Here is a list of all the postings Mike Poole has made in our forums. Click on a thread name to jump to the thread.
|Thread: Reactive power loading|
I think this explains why electricity suppliers do not like poor power factor and charge major users for poor power factor. From E. Hughes Electrical Technology.
11.22 The practical importance of power factor
If an alternator is rated to give, say, 2000 A at a voltage of 400 V, it means that these are the highest current and voltage values the machine can give without the temperature exceeding a safe value. Consequently the rating of the alternator is given as 400 X 2000/ 1000 = 800 kVA. The phase difference between the voltage and the current depends upon the nature of the load and not upon the generator. Thus if the power factor of the load is unity, the 800 kVA are also 800 kW; and the engine driving the generator has to be capable of developing this power together with the losses in the generator. But if the power factor of the load is, say, 0.5, the power is only 400 kW; so that the engine is developing only about one-half of the power of which it is capable, though the alternator is supplying its rated output of 800 kVA.

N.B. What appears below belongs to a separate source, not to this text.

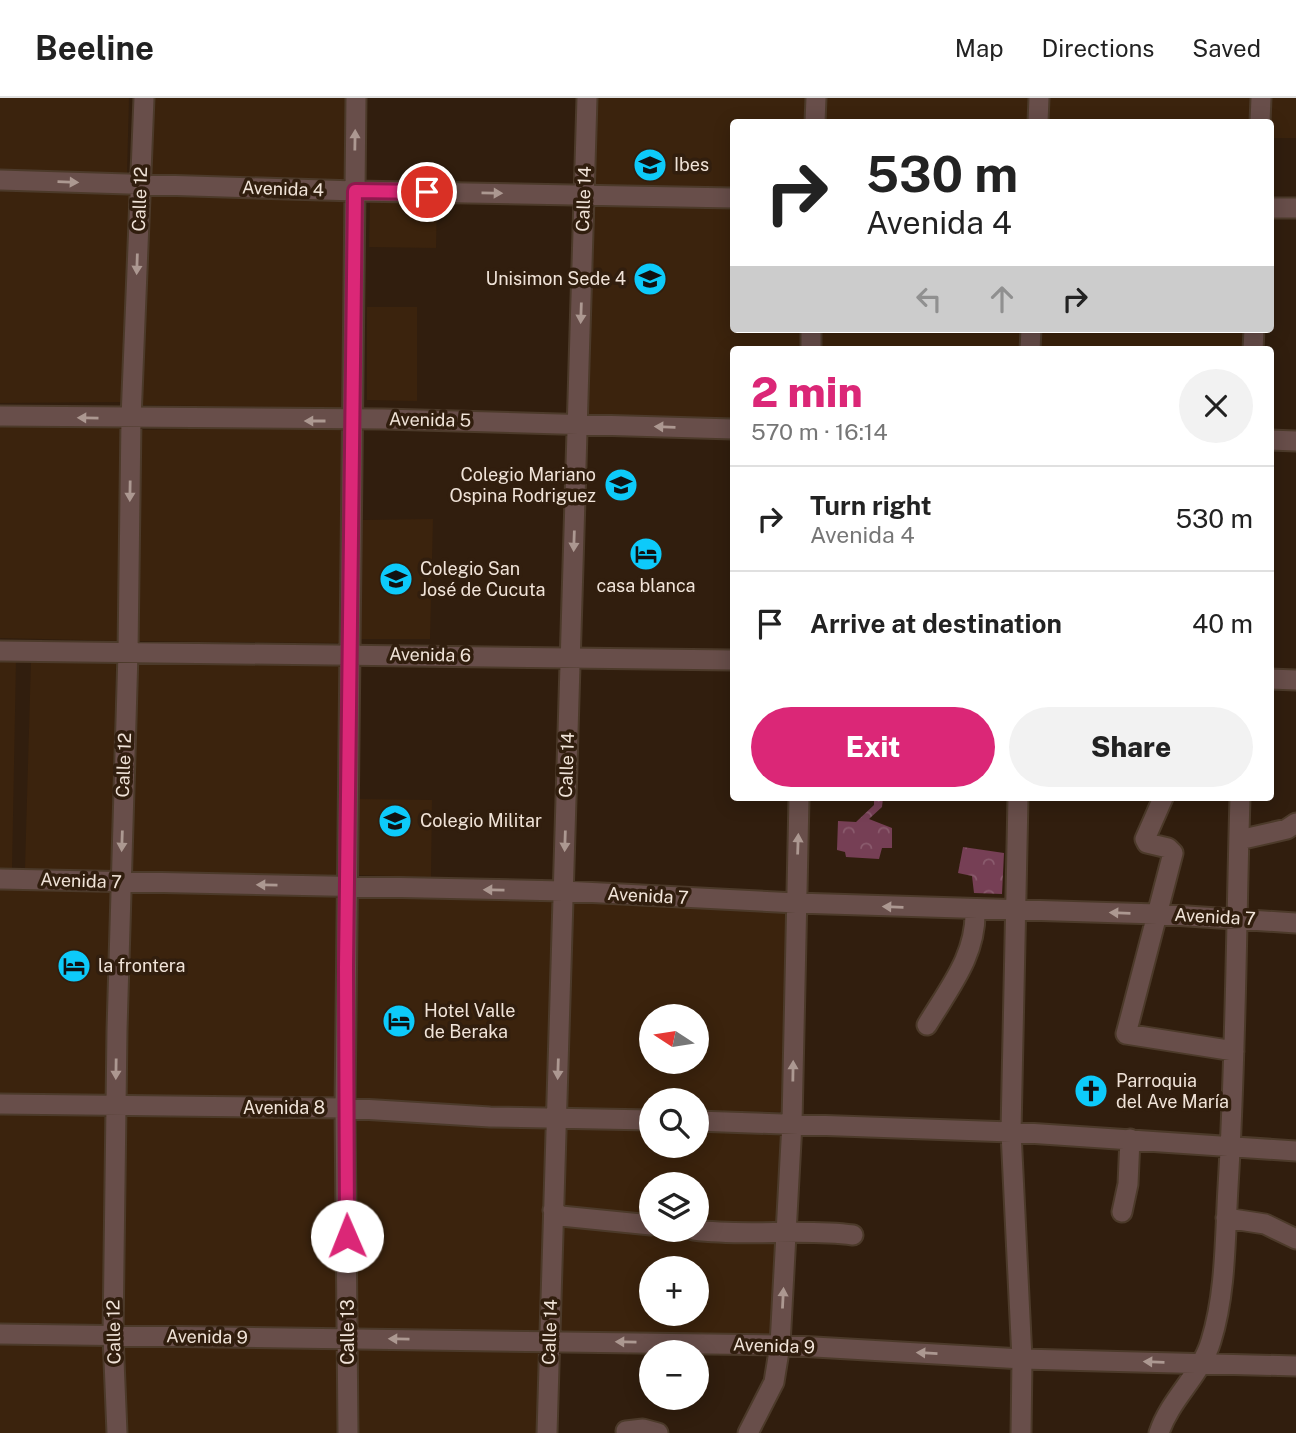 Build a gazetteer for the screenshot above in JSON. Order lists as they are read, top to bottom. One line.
{"streets":{"street":["Avenida 4","Calle 12","Calle 14","Avenida 5","Avenida 6","Avenida 7","Avenida 8","Calle 13","Avenida 9"]},"crossings":[["Avenida 4","Calle 12"],["Avenida 4","Calle 14"],["Avenida 4","Calle 13"],["Calle 12","Avenida 5"],["Calle 12","Avenida 6"],["Calle 12","Avenida 7"],["Calle 12","Avenida 8"],["Calle 12","Avenida 9"],["Calle 14","Avenida 5"],["Calle 14","Avenida 6"],["Calle 14","Avenida 7"],["Calle 14","Avenida 8"],["Calle 14","Avenida 9"],["Avenida 5","Calle 13"],["Avenida 6","Calle 13"],["Avenida 7","Calle 13"],["Avenida 8","Calle 13"],["Calle 13","Avenida 9"]],"one_way":["Avenida 4","Calle 12","Calle 14","Avenida 5","Avenida 7"],"places":{"school or university":["Ibes","Unisimon Sede 4","Colegio Mariano Ospina Rodriguez","Colegio San José de Cucuta","Colegio Militar"],"hotel":["casa blanca","la frontera","Hotel Valle de Beraka"],"church":["Parroquia del Ave María"]},"north":"left","page":{"header":"Beeline","nav":["Map","Directions","Saved"],"turn":["530 m","Avenida 4"],"heading":["2 min","570 m · 16:14"],"list":[{"name":"Turn right","note":"Avenida 4","value":"530 m"},{"name":"Arrive at destination","value":"40 m"}],"buttons":["Exit","Share"],"map_buttons":["+","−"]}}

Similarly, the conductors connecting the alternator to the load have to be capable of carrying 2000 A without excessive temperature rise. Consequently they can transmit 800 kW if the power factor is unity, but only 400 kW at 0.5 power factor, for the same rise of temperature.
It is therefore evident that the higher the power factor of the load, the greater is the power that can be generated by a given alternator and transmitted by a given conductor.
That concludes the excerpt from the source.